:: Problem ::
Each line of the data that mentions the string "Инициативная" needs to be identified and copied.
(Material for this task)
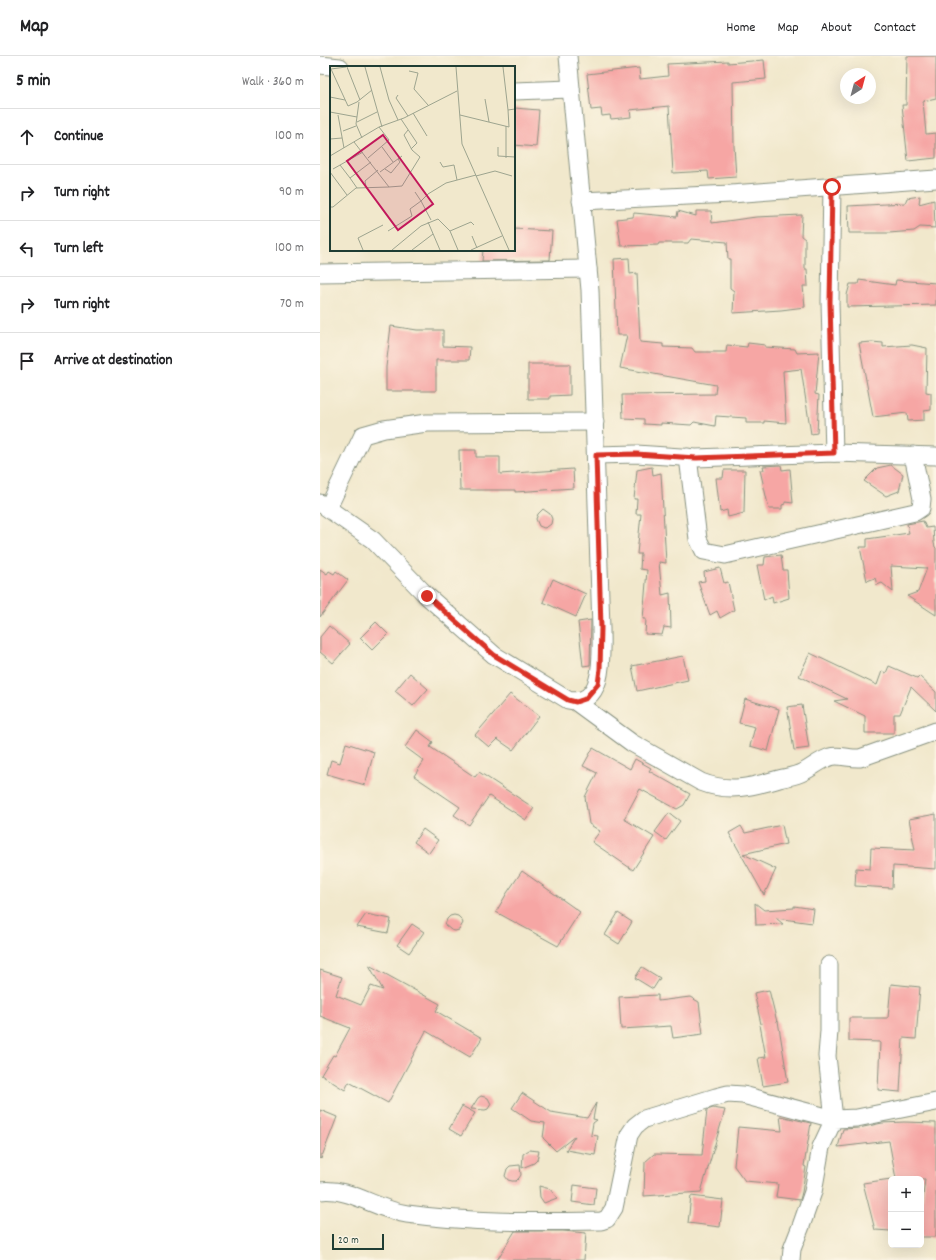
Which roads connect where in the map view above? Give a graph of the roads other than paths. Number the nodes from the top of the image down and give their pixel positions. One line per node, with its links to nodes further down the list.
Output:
1 (568, 56): 4 (street)
2 (320, 65): 3 (street)
3 (330, 66)
4 (571, 89): 5 (street); 8 (street)
5 (515, 91)
6 (936, 180): 7 (street)
7 (832, 187): 8 (street); 12 (street)
8 (581, 202): 9 (street)
9 (588, 269): 10 (street); 11 (street)
10 (320, 273)
11 (595, 422): 13 (street); 17 (street)
12 (834, 453): 14 (street); 16 (street)
13 (596, 455): 16 (street); 18 (street)
14 (913, 455): 15 (street); 16 (street)
15 (936, 456)
16 (688, 457)
17 (324, 506): 19 (street)
18 (592, 691): 19 (street); 20 (street)
19 (576, 702): 20 (street)
20 (594, 716): 21 (street)
21 (936, 731)
22 (829, 965): 24 (street)
23 (936, 1102): 24 (street)
24 (834, 1119): 25 (street); 26 (street)
25 (320, 1191)
26 (791, 1260)

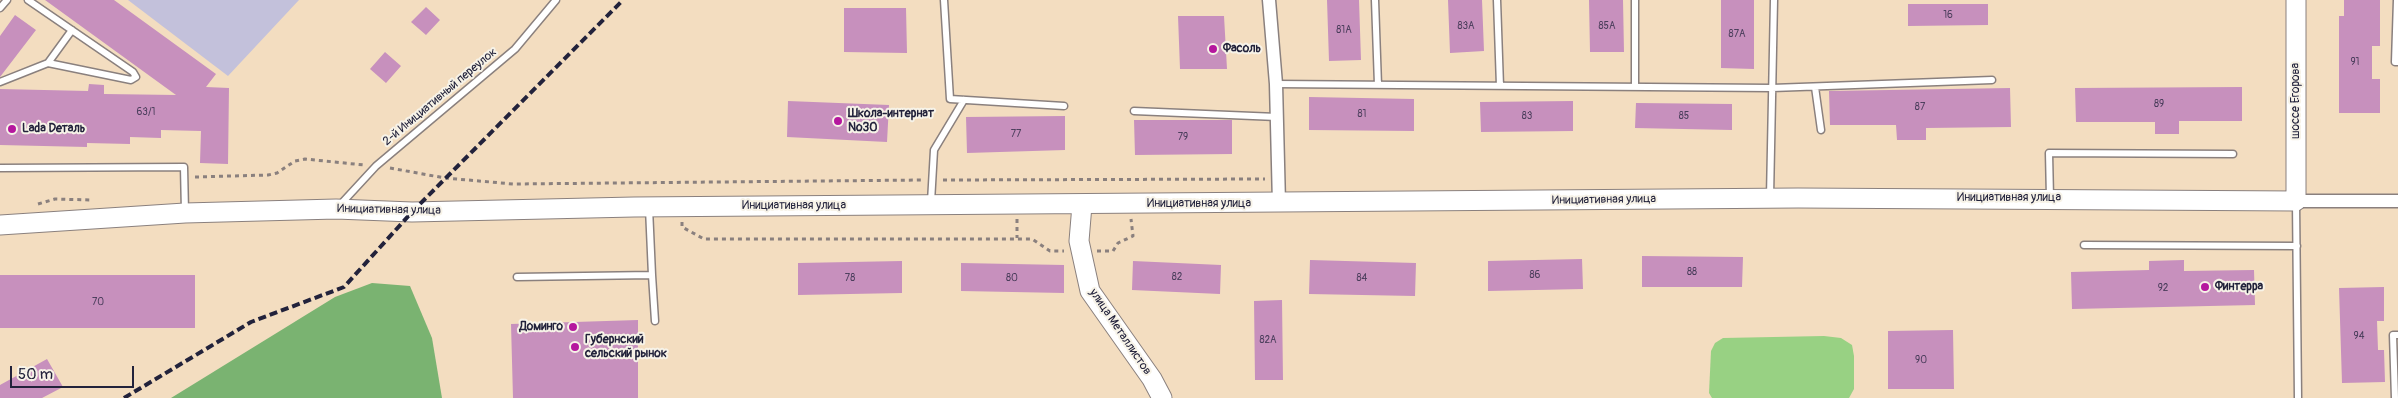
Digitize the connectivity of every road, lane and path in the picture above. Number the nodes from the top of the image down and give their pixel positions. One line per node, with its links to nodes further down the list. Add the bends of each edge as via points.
1 (7, 0): 12 (lane)
2 (28, 0): 13 (lane)
3 (556, 0): 30 (lane, 2-й Инициативный переулок, via 515,49)
4 (944, 0): 24 (lane, via 950,99)
5 (1268, 0): 18 (street)
6 (1375, 0): 19 (lane)
7 (1497, 0): 20 (lane)
8 (1636, 0): 21 (lane)
9 (1774, 0): 23 (lane)
10 (2296, 0): 39 (main road, шоссе Егорова)
11 (2397, 0): 14 (lane)
12 (0, 8)
13 (72, 30): 15 (lane); 15 (lane, via 136,77 131,80)
14 (2398, 62)
15 (48, 63): 17 (lane)
16 (1992, 80): 22 (lane)
17 (0, 82)
18 (1276, 84): 19 (lane); 27 (street)
19 (1378, 85): 20 (lane)
20 (1500, 86): 21 (lane)
21 (1635, 87): 23 (lane)
22 (1815, 87): 23 (lane); 28 (lane)
23 (1772, 88): 37 (lane)
24 (964, 100): 25 (lane); 35 (lane, via 934,150)
25 (1064, 106)
26 (1134, 111): 27 (lane)
27 (1277, 118): 34 (street)
28 (1820, 130)
29 (2233, 154): 38 (lane, via 2049,153)
30 (376, 166): 32 (path, via 304,159 268,175); 36 (path, via 446,178 513,184); 47 (lane, 2-й Инициативный переулок)
31 (0, 168): 32 (lane, via 184,167)
32 (184, 177): 48 (lane)
33 (1125, 178): 34 (path); 35 (path); 41 (path)
34 (1278, 179): 42 (street)
35 (932, 180): 36 (path); 43 (lane)
36 (680, 182): 46 (path)
37 (1770, 198): 38 (main road, Инициативная улица); 42 (main road, Инициативная улица)
38 (2050, 198): 39 (main road, Инициативная улица)
39 (2296, 201): 40 (street, Инициативная улица); 51 (lane)
40 (2398, 201)
41 (1129, 204): 42 (main road, Инициативная улица); 44 (main road, Инициативная улица); 52 (path, via 1133,236 1118,243 1113,251)
42 (1279, 204)
43 (930, 205): 44 (main road, Инициативная улица); 46 (main road, Инициативная улица)
44 (1082, 205): 52 (main road, улица Металлистов)
45 (649, 207): 46 (main road, Инициативная улица); 47 (main road, Инициативная улица, via 412,212); 53 (lane)
46 (681, 207): 52 (path, via 682,227 704,240 1032,239 1050,251)
47 (336, 209): 48 (main road, Инициативная улица)
48 (185, 213): 49 (main road, Инициативная улица)
49 (0, 225)
50 (2084, 245): 51 (lane)
51 (2297, 246): 58 (lane)
52 (1082, 251): 57 (main road, улица Металлистов, via 1090,291 1152,378)
53 (652, 275): 54 (lane); 55 (lane)
54 (517, 277)
55 (654, 322)
56 (2398, 335): 59 (lane, via 2393,335)
57 (1162, 398)
58 (2298, 398)
59 (2395, 398)

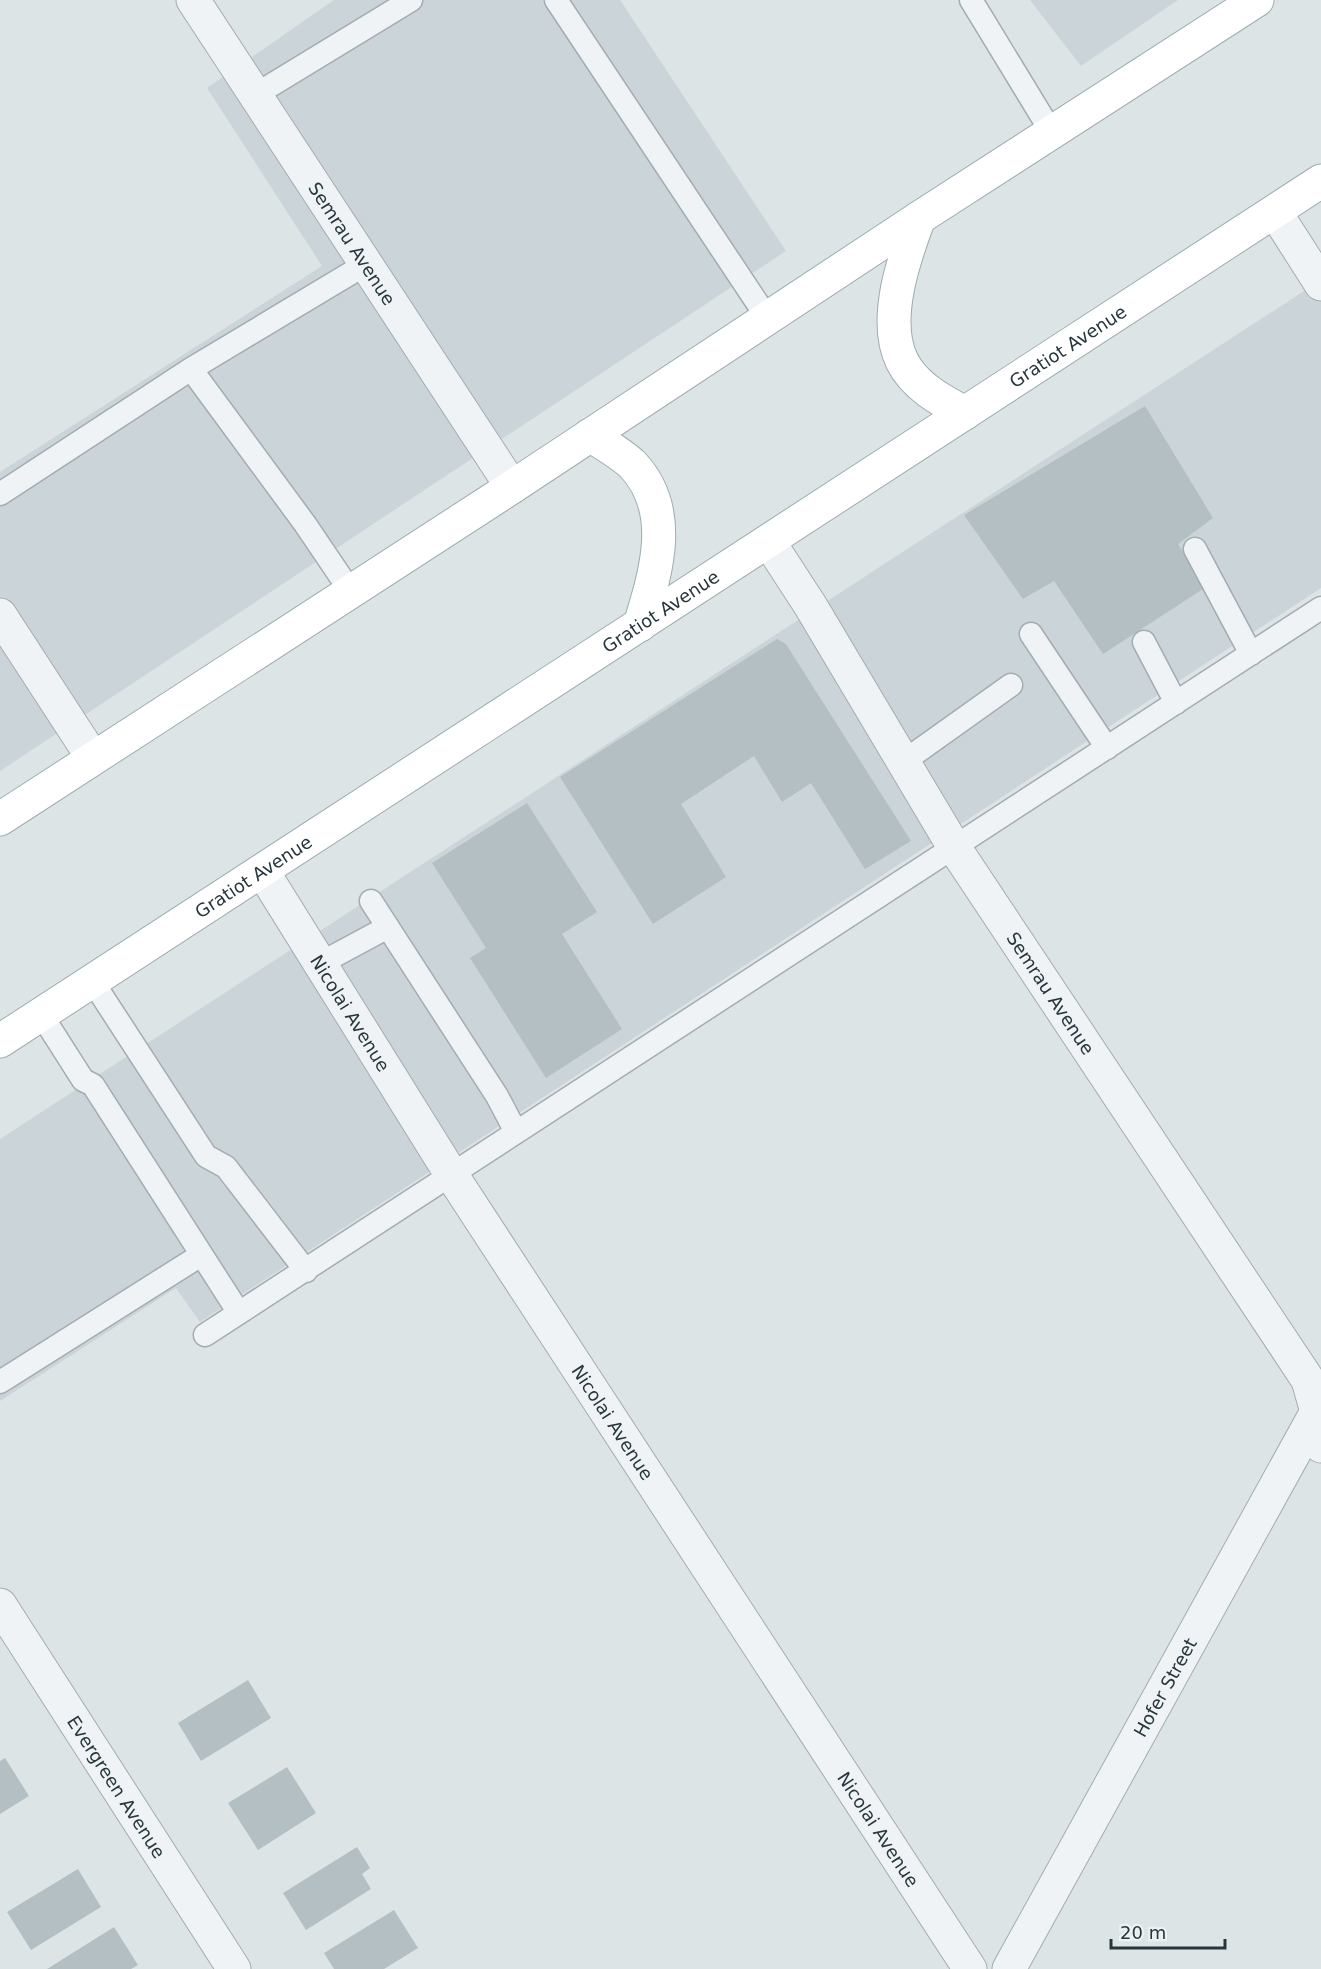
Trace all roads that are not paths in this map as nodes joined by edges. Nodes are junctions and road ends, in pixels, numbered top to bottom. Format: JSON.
{"nodes":[{"id":1,"x":193,"y":0,"type":"edge"},
{"id":2,"x":411,"y":0,"type":"edge"},
{"id":3,"x":556,"y":0,"type":"edge"},
{"id":4,"x":970,"y":0,"type":"edge"},
{"id":5,"x":1257,"y":0,"type":"edge"},
{"id":6,"x":255,"y":94,"type":"junction"},
{"id":7,"x":1052,"y":133,"type":"junction"},
{"id":8,"x":1321,"y":181,"type":"edge"},
{"id":9,"x":1275,"y":212,"type":"junction"},
{"id":10,"x":919,"y":218,"type":"junction"},
{"id":11,"x":366,"y":264,"type":"junction"},
{"id":12,"x":1321,"y":284,"type":"edge"},
{"id":13,"x":768,"y":319,"type":"junction"},
{"id":14,"x":191,"y":369,"type":"junction"},
{"id":15,"x":965,"y":413,"type":"junction"},
{"id":16,"x":590,"y":435,"type":"junction"},
{"id":17,"x":512,"y":487,"type":"junction"},
{"id":18,"x":0,"y":494,"type":"edge"},
{"id":19,"x":769,"y":542,"type":"junction"},
{"id":20,"x":1195,"y":549,"type":"dead end"},
{"id":21,"x":351,"y":591,"type":"junction"},
{"id":22,"x":1321,"y":608,"type":"edge"},
{"id":23,"x":0,"y":615,"type":"edge"},
{"id":24,"x":640,"y":625,"type":"junction"},
{"id":25,"x":1031,"y":634,"type":"dead end"},
{"id":26,"x":1144,"y":642,"type":"dead end"},
{"id":27,"x":1251,"y":654,"type":"junction"},
{"id":28,"x":1011,"y":685,"type":"dead end"},
{"id":29,"x":1176,"y":703,"type":"junction"},
{"id":30,"x":1107,"y":748,"type":"junction"},
{"id":31,"x":93,"y":758,"type":"junction"},
{"id":32,"x":903,"y":762,"type":"junction"},
{"id":33,"x":0,"y":819,"type":"edge"},
{"id":34,"x":954,"y":848,"type":"junction"},
{"id":35,"x":263,"y":872,"type":"junction"},
{"id":36,"x":371,"y":901,"type":"dead end"},
{"id":37,"x":388,"y":927,"type":"junction"},
{"id":38,"x":321,"y":963,"type":"junction"},
{"id":39,"x":93,"y":982,"type":"junction"},
{"id":40,"x":41,"y":1014,"type":"junction"},
{"id":41,"x":0,"y":1041,"type":"edge"},
{"id":42,"x":516,"y":1132,"type":"junction"},
{"id":43,"x":451,"y":1174,"type":"junction"},
{"id":44,"x":201,"y":1255,"type":"junction"},
{"id":45,"x":306,"y":1271,"type":"junction"},
{"id":46,"x":238,"y":1313,"type":"junction"},
{"id":47,"x":205,"y":1335,"type":"dead end"},
{"id":48,"x":0,"y":1382,"type":"edge"},
{"id":49,"x":1319,"y":1408,"type":"edge"},
{"id":50,"x":1321,"y":1446,"type":"edge"},
{"id":51,"x":0,"y":1605,"type":"edge"},
{"id":52,"x":234,"y":1969,"type":"edge"},
{"id":53,"x":970,"y":1969,"type":"edge"},
{"id":54,"x":1009,"y":1969,"type":"edge"}],
"edges":[{"from":1,"to":6,"type":"street","name":"Semrau Avenue"},
{"from":2,"to":6,"type":"lane"},
{"from":3,"to":13,"type":"lane"},
{"from":4,"to":7,"type":"lane"},
{"from":5,"to":7,"type":"main road"},
{"from":6,"to":11,"type":"street","name":"Semrau Avenue"},
{"from":7,"to":10,"type":"main road"},
{"from":8,"to":9,"type":"main road","name":"Gratiot Avenue"},
{"from":9,"to":12,"type":"street"},
{"from":9,"to":15,"type":"main road","name":"Gratiot Avenue"},
{"from":10,"to":13,"type":"main road"},
{"from":10,"to":15,"type":"main road"},
{"from":11,"to":14,"type":"lane"},
{"from":11,"to":17,"type":"street","name":"Semrau Avenue"},
{"from":13,"to":16,"type":"main road"},
{"from":14,"to":18,"type":"lane"},
{"from":14,"to":21,"type":"lane"},
{"from":15,"to":19,"type":"main road","name":"Gratiot Avenue"},
{"from":16,"to":17,"type":"main road"},
{"from":16,"to":24,"type":"main road"},
{"from":17,"to":21,"type":"main road"},
{"from":19,"to":24,"type":"main road","name":"Gratiot Avenue"},
{"from":19,"to":32,"type":"street","name":"Semrau Avenue"},
{"from":20,"to":27,"type":"lane"},
{"from":21,"to":31,"type":"main road"},
{"from":22,"to":27,"type":"lane"},
{"from":23,"to":31,"type":"street"},
{"from":24,"to":35,"type":"main road","name":"Gratiot Avenue"},
{"from":25,"to":30,"type":"lane"},
{"from":26,"to":29,"type":"lane"},
{"from":27,"to":29,"type":"lane"},
{"from":28,"to":32,"type":"lane"},
{"from":29,"to":30,"type":"lane"},
{"from":30,"to":34,"type":"lane"},
{"from":31,"to":33,"type":"main road"},
{"from":32,"to":34,"type":"street","name":"Semrau Avenue"},
{"from":34,"to":42,"type":"lane"},
{"from":34,"to":49,"type":"street","name":"Semrau Avenue"},
{"from":35,"to":38,"type":"street","name":"Nicolai Avenue"},
{"from":35,"to":39,"type":"main road","name":"Gratiot Avenue"},
{"from":36,"to":37,"type":"lane"},
{"from":37,"to":38,"type":"lane"},
{"from":37,"to":42,"type":"lane"},
{"from":38,"to":43,"type":"street","name":"Nicolai Avenue"},
{"from":39,"to":40,"type":"main road","name":"Gratiot Avenue"},
{"from":39,"to":45,"type":"lane"},
{"from":40,"to":41,"type":"main road","name":"Gratiot Avenue"},
{"from":40,"to":44,"type":"lane"},
{"from":42,"to":43,"type":"lane"},
{"from":43,"to":45,"type":"lane"},
{"from":43,"to":53,"type":"street","name":"Nicolai Avenue"},
{"from":44,"to":46,"type":"lane"},
{"from":44,"to":48,"type":"lane"},
{"from":45,"to":46,"type":"lane"},
{"from":46,"to":47,"type":"lane"},
{"from":49,"to":50,"type":"street","name":"Semrau Avenue"},
{"from":49,"to":54,"type":"street","name":"Hofer Street"},
{"from":51,"to":52,"type":"street","name":"Evergreen Avenue"}]}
(End Material for this task)
:: Solution to this problem ::
37 (1770, 198): 38 (main road, Инициативная улица); 42 (main road, Инициативная улица)
38 (2050, 198): 39 (main road, Инициативная улица)
39 (2296, 201): 40 (street, Инициативная улица); 51 (lane)
41 (1129, 204): 42 (main road, Инициативная улица); 44 (main road, Инициативная улица); 52 (path, via 1133,236 1118,243 1113,251)
43 (930, 205): 44 (main road, Инициативная улица); 46 (main road, Инициативная улица)
45 (649, 207): 46 (main road, Инициативная улица); 47 (main road, Инициативная улица, via 412,212); 53 (lane)
47 (336, 209): 48 (main road, Инициативная улица)
48 (185, 213): 49 (main road, Инициативная улица)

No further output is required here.